Hier gehen wir auf die unterschiedlichen Unfallsituationen ein und was zu tun ist, um die Katze bestmöglich zum Tierarzt zu transportieren.

Ganz wichtig: Ruhe bewahren! In Notsituationen ist dies generell das oberste Gebot!

Blutende Wunden

Blutende Wunden

Hier sorgt man für einen guten Druckverband.

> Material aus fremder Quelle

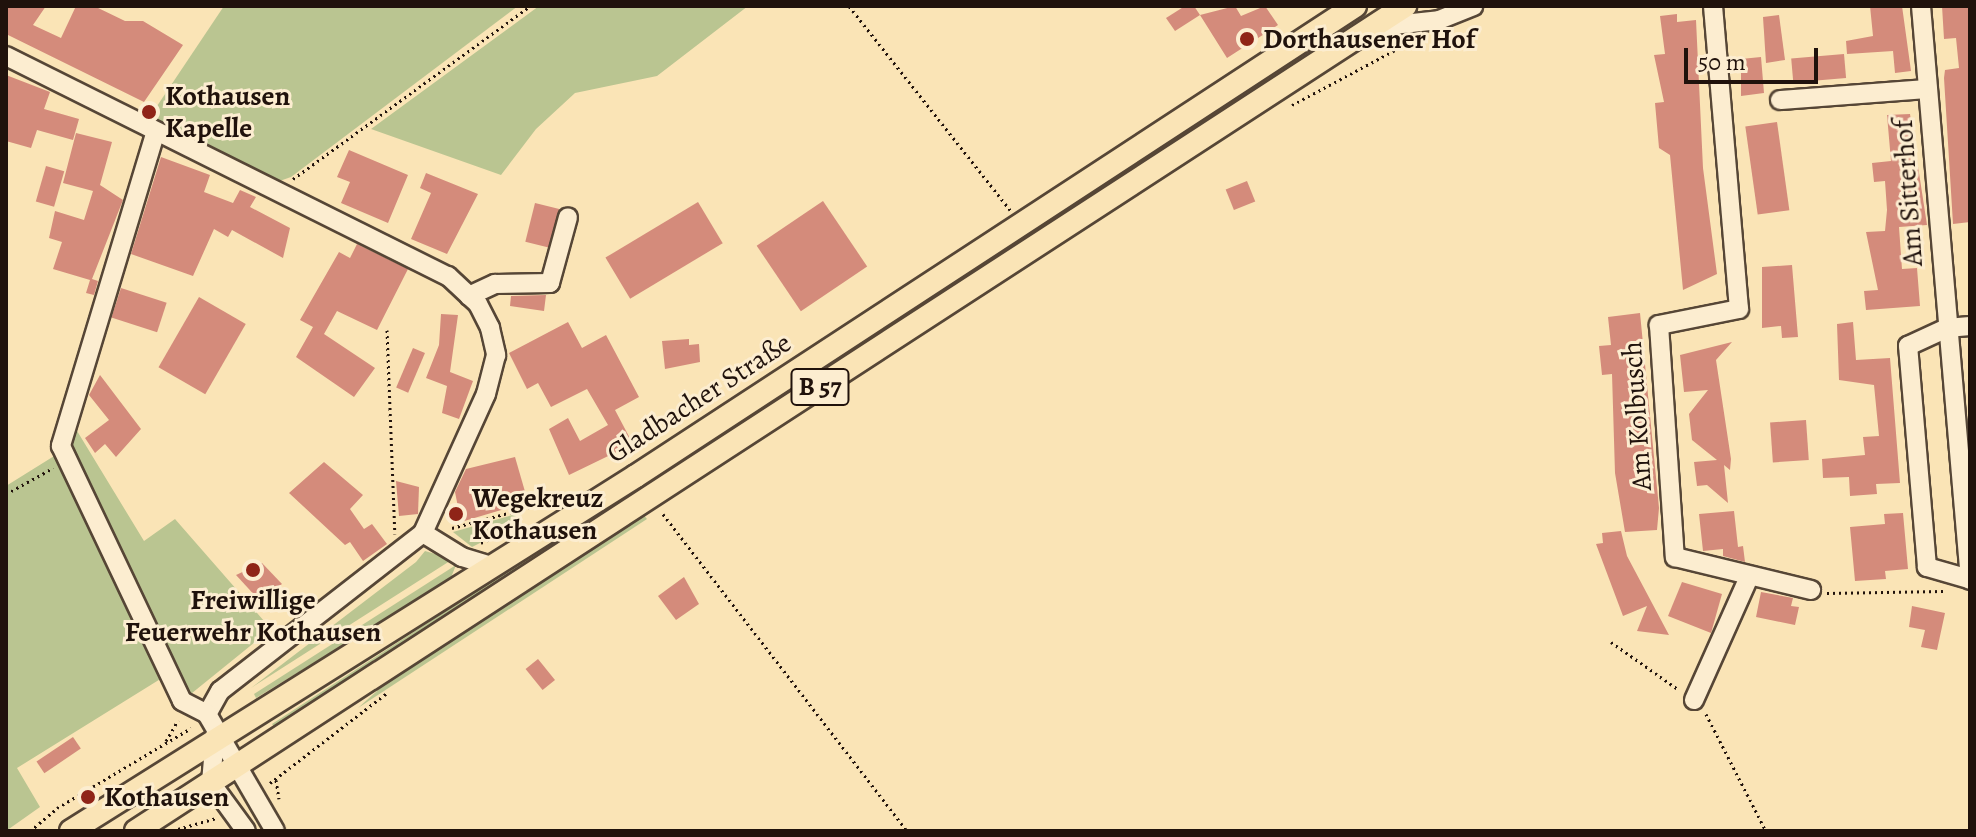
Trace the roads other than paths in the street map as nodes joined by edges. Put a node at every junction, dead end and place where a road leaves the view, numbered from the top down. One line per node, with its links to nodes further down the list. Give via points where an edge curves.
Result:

  1. Wunde mit Wasser oder *Wundspray von Dreck und Fremdpartikeln säubern.
  2. Watte, Taschentücher oder *Zellstoff mehrlagig auf die Wunde legen.
  3. Das ganze mit einem Tuch, *Verband, Strumpf oder Krawatte umwickeln. Es ist darauf zu achten, dass der Verband fest anliegt um die Blutung zu stoppen.
  4. Die Katze muss umgehend zum Tierarzt.

Wespenstich

Wespenstich

  1. Mit kaltem Wasser oder Eis kühlen.
  2. Ist der Stich im Maul oder am Hals, kann dieser beim Anschwellen die Atmung blockieren. Hier muss sofort ein Tierarzt aufgesucht werden.

Bissverletzung

Bissverletzung

Bisswunden durch einen Kampf mit einer anderen Katze oder einem Hund sind oft von außen nur sehr schwer zu erkennen oder sehen harmlos aus. Das täuscht, denn Bissverletzungen können dafür sehr tief sein. Gefährlich sind dabei auch die Keime, die sich im Speichel des Angreifers befunden haben. Diese führen mindestens zu 50% zu einer Infektion.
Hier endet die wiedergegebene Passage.